━━━ Data supplied ━━━

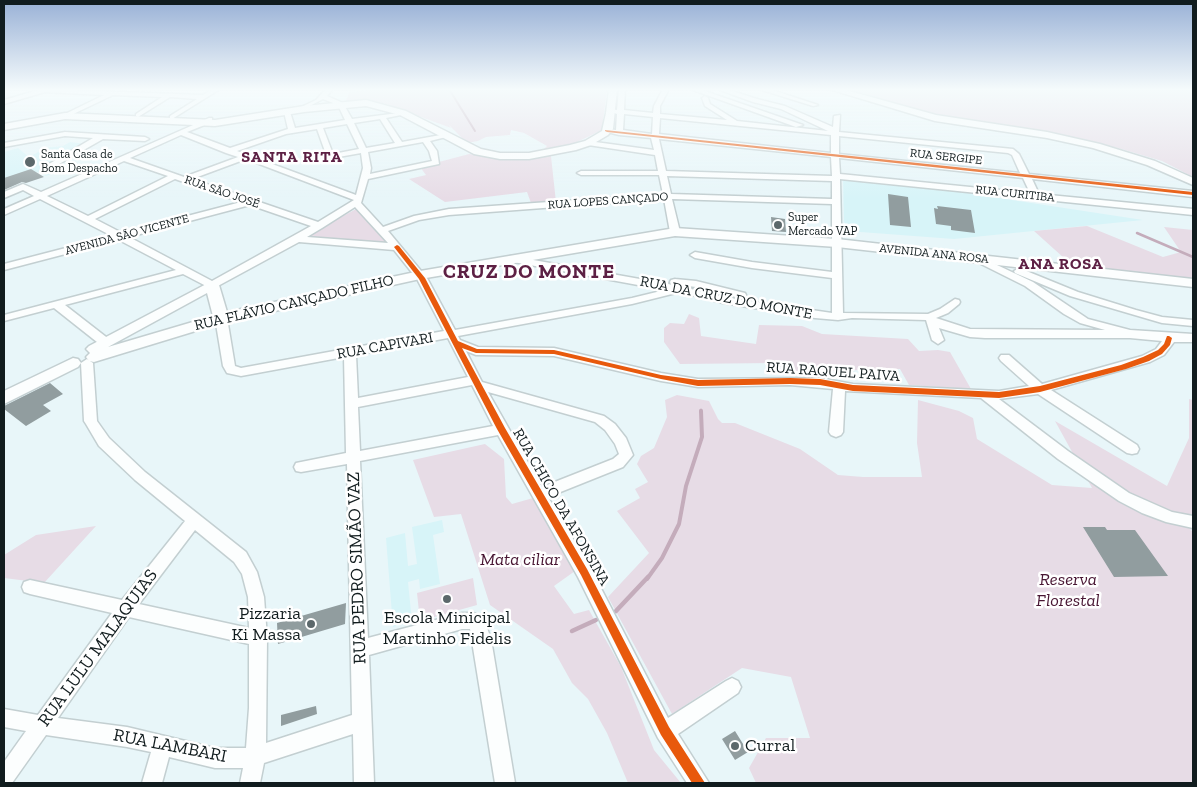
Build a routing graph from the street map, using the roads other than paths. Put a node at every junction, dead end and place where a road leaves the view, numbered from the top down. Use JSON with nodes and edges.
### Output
{"nodes":[{"id":1,"x":197,"y":126,"type":"edge"},
{"id":2,"x":291,"y":126,"type":"edge"},
{"id":3,"x":319,"y":126,"type":"joint"},
{"id":4,"x":353,"y":126,"type":"edge"},
{"id":5,"x":388,"y":126,"type":"edge"},
{"id":6,"x":427,"y":126,"type":"edge"},
{"id":7,"x":609,"y":126,"type":"edge"},
{"id":8,"x":618,"y":126,"type":"edge"},
{"id":9,"x":655,"y":126,"type":"edge"},
{"id":10,"x":748,"y":126,"type":"edge"},
{"id":11,"x":801,"y":126,"type":"edge"},
{"id":12,"x":820,"y":126,"type":"edge"},
{"id":13,"x":836,"y":126,"type":"edge"},
{"id":14,"x":986,"y":126,"type":"edge"},
{"id":15,"x":292,"y":131,"type":"junction"},
{"id":16,"x":607,"y":131,"type":"junction"},
{"id":17,"x":182,"y":133,"type":"junction"},
{"id":18,"x":619,"y":133,"type":"junction"},
{"id":19,"x":823,"y":133,"type":"junction"},
{"id":20,"x":835,"y":133,"type":"junction"},
{"id":21,"x":102,"y":136,"type":"junction"},
{"id":22,"x":446,"y":136,"type":"junction"},
{"id":23,"x":655,"y":137,"type":"junction"},
{"id":24,"x":145,"y":139,"type":"dead end"},
{"id":25,"x":425,"y":140,"type":"junction"},
{"id":26,"x":588,"y":143,"type":"junction"},
{"id":27,"x":4,"y":145,"type":"edge"},
{"id":28,"x":400,"y":145,"type":"junction"},
{"id":29,"x":229,"y":150,"type":"junction"},
{"id":30,"x":364,"y":152,"type":"junction"},
{"id":31,"x":659,"y":153,"type":"junction"},
{"id":32,"x":245,"y":157,"type":"junction"},
{"id":33,"x":836,"y":157,"type":"junction"},
{"id":34,"x":125,"y":158,"type":"junction"},
{"id":35,"x":52,"y":166,"type":"dead end"},
{"id":36,"x":581,"y":173,"type":"dead end"},
{"id":37,"x":663,"y":173,"type":"junction"},
{"id":38,"x":175,"y":176,"type":"junction"},
{"id":39,"x":365,"y":177,"type":"junction"},
{"id":40,"x":1027,"y":177,"type":"junction"},
{"id":41,"x":836,"y":178,"type":"junction"},
{"id":42,"x":185,"y":179,"type":"junction"},
{"id":43,"x":1193,"y":182,"type":"edge"},
{"id":44,"x":1193,"y":194,"type":"edge"},
{"id":45,"x":4,"y":195,"type":"edge"},
{"id":46,"x":40,"y":196,"type":"junction"},
{"id":47,"x":668,"y":196,"type":"junction"},
{"id":48,"x":1036,"y":196,"type":"junction"},
{"id":49,"x":358,"y":201,"type":"junction"},
{"id":50,"x":250,"y":202,"type":"junction"},
{"id":51,"x":836,"y":202,"type":"junction"},
{"id":52,"x":4,"y":212,"type":"edge"},
{"id":53,"x":1193,"y":212,"type":"edge"},
{"id":54,"x":88,"y":219,"type":"junction"},
{"id":55,"x":319,"y":226,"type":"junction"},
{"id":56,"x":383,"y":230,"type":"junction"},
{"id":57,"x":675,"y":232,"type":"junction"},
{"id":58,"x":120,"y":236,"type":"junction"},
{"id":59,"x":297,"y":239,"type":"junction"},
{"id":60,"x":837,"y":243,"type":"junction"},
{"id":61,"x":397,"y":247,"type":"junction"},
{"id":62,"x":695,"y":254,"type":"dead end"},
{"id":63,"x":533,"y":255,"type":"junction"},
{"id":64,"x":511,"y":259,"type":"junction"},
{"id":65,"x":978,"y":259,"type":"junction"},
{"id":66,"x":992,"y":261,"type":"junction"},
{"id":67,"x":4,"y":267,"type":"edge"},
{"id":68,"x":186,"y":270,"type":"junction"},
{"id":69,"x":420,"y":275,"type":"junction"},
{"id":70,"x":838,"y":276,"type":"junction"},
{"id":71,"x":1193,"y":283,"type":"edge"},
{"id":72,"x":691,"y":284,"type":"junction"},
{"id":73,"x":212,"y":288,"type":"junction"},
{"id":74,"x":679,"y":289,"type":"junction"},
{"id":75,"x":955,"y":302,"type":"dead end"},
{"id":76,"x":56,"y":304,"type":"junction"},
{"id":77,"x":838,"y":314,"type":"junction"},
{"id":78,"x":4,"y":318,"type":"edge"},
{"id":79,"x":221,"y":318,"type":"junction"},
{"id":80,"x":930,"y":318,"type":"junction"},
{"id":81,"x":1173,"y":322,"type":"junction"},
{"id":82,"x":1193,"y":323,"type":"edge"},
{"id":83,"x":1130,"y":334,"type":"junction"},
{"id":84,"x":453,"y":338,"type":"junction"},
{"id":85,"x":1169,"y":338,"type":"junction"},
{"id":86,"x":1192,"y":339,"type":"edge"},
{"id":87,"x":938,"y":340,"type":"dead end"},
{"id":88,"x":106,"y":343,"type":"junction"},
{"id":89,"x":350,"y":352,"type":"junction"},
{"id":90,"x":1005,"y":358,"type":"dead end"},
{"id":91,"x":86,"y":359,"type":"junction"},
{"id":92,"x":477,"y":382,"type":"junction"},
{"id":93,"x":839,"y":386,"type":"junction"},
{"id":94,"x":1040,"y":389,"type":"junction"},
{"id":95,"x":985,"y":395,"type":"junction"},
{"id":96,"x":4,"y":398,"type":"edge"},
{"id":97,"x":352,"y":404,"type":"junction"},
{"id":98,"x":501,"y":429,"type":"junction"},
{"id":99,"x":836,"y":432,"type":"dead end"},
{"id":100,"x":1132,"y":449,"type":"dead end"},
{"id":101,"x":352,"y":458,"type":"junction"},
{"id":102,"x":300,"y":468,"type":"dead end"},
{"id":103,"x":540,"y":494,"type":"junction"},
{"id":104,"x":194,"y":520,"type":"junction"},
{"id":105,"x":1193,"y":522,"type":"edge"},
{"id":106,"x":30,"y":587,"type":"dead end"},
{"id":107,"x":126,"y":608,"type":"junction"},
{"id":108,"x":258,"y":638,"type":"junction"},
{"id":109,"x":360,"y":649,"type":"junction"},
{"id":110,"x":732,"y":686,"type":"dead end"},
{"id":111,"x":4,"y":718,"type":"edge"},
{"id":112,"x":362,"y":721,"type":"junction"},
{"id":113,"x":42,"y":725,"type":"junction"},
{"id":114,"x":665,"y":731,"type":"junction"},
{"id":115,"x":163,"y":745,"type":"junction"},
{"id":116,"x":255,"y":756,"type":"junction"},
{"id":117,"x":4,"y":778,"type":"edge"},
{"id":118,"x":152,"y":783,"type":"edge"},
{"id":119,"x":250,"y":783,"type":"edge"},
{"id":120,"x":364,"y":783,"type":"edge"},
{"id":121,"x":505,"y":783,"type":"edge"},
{"id":122,"x":699,"y":783,"type":"edge"}],
"edges":[{"from":1,"to":17,"type":"street"},
{"from":2,"to":15,"type":"street"},
{"from":3,"to":15,"type":"street"},
{"from":3,"to":30,"type":"street"},
{"from":4,"to":30,"type":"street"},
{"from":5,"to":28,"type":"street"},
{"from":6,"to":22,"type":"main road"},
{"from":7,"to":16,"type":"main road"},
{"from":8,"to":18,"type":"street"},
{"from":9,"to":23,"type":"street"},
{"from":10,"to":19,"type":"street"},
{"from":11,"to":19,"type":"street"},
{"from":12,"to":20,"type":"street"},
{"from":13,"to":20,"type":"street"},
{"from":14,"to":43,"type":"main road"},
{"from":15,"to":29,"type":"street"},
{"from":16,"to":18,"type":"street","name":"RUA SERGIPE"},
{"from":16,"to":26,"type":"main road"},
{"from":17,"to":29,"type":"street"},
{"from":17,"to":34,"type":"street"},
{"from":18,"to":23,"type":"street","name":"RUA SERGIPE"},
{"from":19,"to":20,"type":"street"},
{"from":20,"to":33,"type":"street"},
{"from":20,"to":40,"type":"street"},
{"from":21,"to":24,"type":"street"},
{"from":21,"to":27,"type":"street"},
{"from":21,"to":35,"type":"street"},
{"from":22,"to":25,"type":"street"},
{"from":22,"to":26,"type":"main road"},
{"from":23,"to":31,"type":"street"},
{"from":23,"to":33,"type":"street","name":"RUA SERGIPE"},
{"from":25,"to":28,"type":"street"},
{"from":25,"to":39,"type":"street"},
{"from":26,"to":31,"type":"street"},
{"from":28,"to":30,"type":"street"},
{"from":29,"to":32,"type":"street"},
{"from":30,"to":39,"type":"street"},
{"from":31,"to":37,"type":"street"},
{"from":32,"to":42,"type":"street"},
{"from":32,"to":49,"type":"street"},
{"from":33,"to":40,"type":"street","name":"RUA SERGIPE"},
{"from":33,"to":41,"type":"street"},
{"from":34,"to":38,"type":"street","name":"RUA SÃO JOSÉ"},
{"from":34,"to":46,"type":"street"},
{"from":36,"to":37,"type":"street","name":"RUA CURITIBA"},
{"from":37,"to":41,"type":"street","name":"RUA CURITIBA"},
{"from":37,"to":47,"type":"street"},
{"from":38,"to":42,"type":"street","name":"RUA SÃO JOSÉ"},
{"from":38,"to":54,"type":"street"},
{"from":39,"to":49,"type":"street"},
{"from":40,"to":44,"type":"street","name":"RUA SERGIPE"},
{"from":40,"to":48,"type":"street"},
{"from":41,"to":48,"type":"street","name":"RUA CURITIBA"},
{"from":41,"to":51,"type":"street"},
{"from":42,"to":50,"type":"street","name":"RUA SÃO JOSÉ"},
{"from":45,"to":46,"type":"street"},
{"from":46,"to":52,"type":"street"},
{"from":46,"to":54,"type":"street"},
{"from":47,"to":51,"type":"street","name":"RUA LOPES CANÇADO"},
{"from":47,"to":56,"type":"street","name":"RUA LOPES CANÇADO"},
{"from":47,"to":57,"type":"street"},
{"from":48,"to":53,"type":"street","name":"RUA CURITIBA"},
{"from":49,"to":55,"type":"street"},
{"from":49,"to":56,"type":"street","name":"RUA CHICO DA AFONSINA"},
{"from":50,"to":55,"type":"street","name":"RUA SÃO JOSÉ"},
{"from":50,"to":58,"type":"street","name":"AVENIDA SÃO VICENTE"},
{"from":51,"to":60,"type":"street"},
{"from":54,"to":58,"type":"street"},
{"from":55,"to":59,"type":"street"},
{"from":56,"to":61,"type":"street","name":"RUA CHICO DA AFONSINA"},
{"from":57,"to":60,"type":"main road","name":"AVENIDA ANA ROSA"},
{"from":57,"to":63,"type":"main road","name":"RUA FLÁVIO CANÇADO FILHO"},
{"from":58,"to":67,"type":"street","name":"AVENIDA SÃO VICENTE"},
{"from":58,"to":68,"type":"street"},
{"from":59,"to":61,"type":"street"},
{"from":59,"to":73,"type":"street"},
{"from":60,"to":65,"type":"main road","name":"AVENIDA ANA ROSA"},
{"from":60,"to":70,"type":"street"},
{"from":61,"to":69,"type":"street","name":"RUA CHICO DA AFONSINA"},
{"from":62,"to":70,"type":"street"},
{"from":63,"to":64,"type":"main road","name":"RUA FLÁVIO CANÇADO FILHO"},
{"from":63,"to":72,"type":"street","name":"RUA DA CRUZ DO MONTE"},
{"from":64,"to":69,"type":"main road","name":"RUA FLÁVIO CANÇADO FILHO"},
{"from":64,"to":74,"type":"street","name":"RUA DA CRUZ DO MONTE"},
{"from":65,"to":66,"type":"main road","name":"AVENIDA ANA ROSA"},
{"from":65,"to":83,"type":"street"},
{"from":66,"to":71,"type":"main road","name":"AVENIDA ANA ROSA"},
{"from":66,"to":81,"type":"street"},
{"from":68,"to":73,"type":"street"},
{"from":68,"to":76,"type":"street"},
{"from":69,"to":79,"type":"main road","name":"RUA FLÁVIO CANÇADO FILHO"},
{"from":69,"to":84,"type":"street","name":"RUA CHICO DA AFONSINA"},
{"from":70,"to":77,"type":"street"},
{"from":72,"to":74,"type":"street","name":"RUA CAPIVARI"},
{"from":72,"to":77,"type":"street","name":"RUA DA CRUZ DO MONTE"},
{"from":73,"to":79,"type":"main road"},
{"from":73,"to":88,"type":"main road"},
{"from":74,"to":77,"type":"street","name":"RUA DA CRUZ DO MONTE"},
{"from":74,"to":84,"type":"street","name":"RUA CAPIVARI"},
{"from":75,"to":80,"type":"street"},
{"from":76,"to":78,"type":"street"},
{"from":76,"to":88,"type":"street"},
{"from":77,"to":80,"type":"street","name":"RUA DA CRUZ DO MONTE"},
{"from":79,"to":89,"type":"street","name":"RUA CAPIVARI"},
{"from":79,"to":91,"type":"main road","name":"RUA FLÁVIO CANÇADO FILHO"},
{"from":80,"to":83,"type":"street","name":"RUA DA CRUZ DO MONTE"},
{"from":80,"to":87,"type":"street"},
{"from":81,"to":82,"type":"street"},
{"from":81,"to":86,"type":"street"},
{"from":83,"to":85,"type":"street"},
{"from":84,"to":89,"type":"street","name":"RUA CAPIVARI"},
{"from":84,"to":92,"type":"street","name":"RUA CHICO DA AFONSINA"},
{"from":84,"to":93,"type":"street","name":"RUA RAQUEL PAIVA"},
{"from":85,"to":86,"type":"street"},
{"from":85,"to":94,"type":"street","name":"RUA RAQUEL PAIVA"},
{"from":88,"to":91,"type":"main road"},
{"from":89,"to":97,"type":"street","name":"RUA PEDRO SIMÃO VAZ"},
{"from":90,"to":94,"type":"street"},
{"from":91,"to":96,"type":"main road"},
{"from":91,"to":104,"type":"street"},
{"from":92,"to":97,"type":"street"},
{"from":92,"to":98,"type":"street","name":"RUA CHICO DA AFONSINA"},
{"from":92,"to":103,"type":"street"},
{"from":93,"to":95,"type":"street","name":"RUA RAQUEL PAIVA"},
{"from":93,"to":99,"type":"street"},
{"from":94,"to":95,"type":"street","name":"RUA RAQUEL PAIVA"},
{"from":94,"to":100,"type":"street"},
{"from":95,"to":105,"type":"street"},
{"from":97,"to":101,"type":"street","name":"RUA PEDRO SIMÃO VAZ"},
{"from":98,"to":101,"type":"street"},
{"from":98,"to":103,"type":"street","name":"RUA CHICO DA AFONSINA"},
{"from":101,"to":102,"type":"street"},
{"from":101,"to":109,"type":"street","name":"RUA PEDRO SIMÃO VAZ"},
{"from":103,"to":114,"type":"street","name":"RUA CHICO DA AFONSINA"},
{"from":104,"to":107,"type":"street","name":"RUA LULU MALAQUIAS"},
{"from":104,"to":108,"type":"street"},
{"from":106,"to":107,"type":"street"},
{"from":107,"to":108,"type":"street"},
{"from":107,"to":113,"type":"street","name":"RUA LULU MALAQUIAS"},
{"from":108,"to":116,"type":"street"},
{"from":109,"to":112,"type":"street","name":"RUA PEDRO SIMÃO VAZ"},
{"from":109,"to":121,"type":"street"},
{"from":110,"to":114,"type":"street"},
{"from":111,"to":113,"type":"street","name":"RUA LAMBARI"},
{"from":112,"to":116,"type":"street","name":"RUA LAMBARI"},
{"from":112,"to":120,"type":"street","name":"RUA PEDRO SIMÃO VAZ"},
{"from":113,"to":115,"type":"street","name":"RUA LAMBARI"},
{"from":113,"to":117,"type":"street","name":"RUA LULU MALAQUIAS"},
{"from":114,"to":122,"type":"street","name":"RUA CHICO DA AFONSINA"},
{"from":115,"to":116,"type":"street","name":"RUA LAMBARI"},
{"from":115,"to":118,"type":"street"},
{"from":116,"to":119,"type":"street"}]}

━━━

### What the task asks:
Show each line of the data that contains the string "MALAQUIAS".

### Answer section:
{"from":104,"to":107,"type":"street","name":"RUA LULU MALAQUIAS"},
{"from":107,"to":113,"type":"street","name":"RUA LULU MALAQUIAS"},
{"from":113,"to":117,"type":"street","name":"RUA LULU MALAQUIAS"},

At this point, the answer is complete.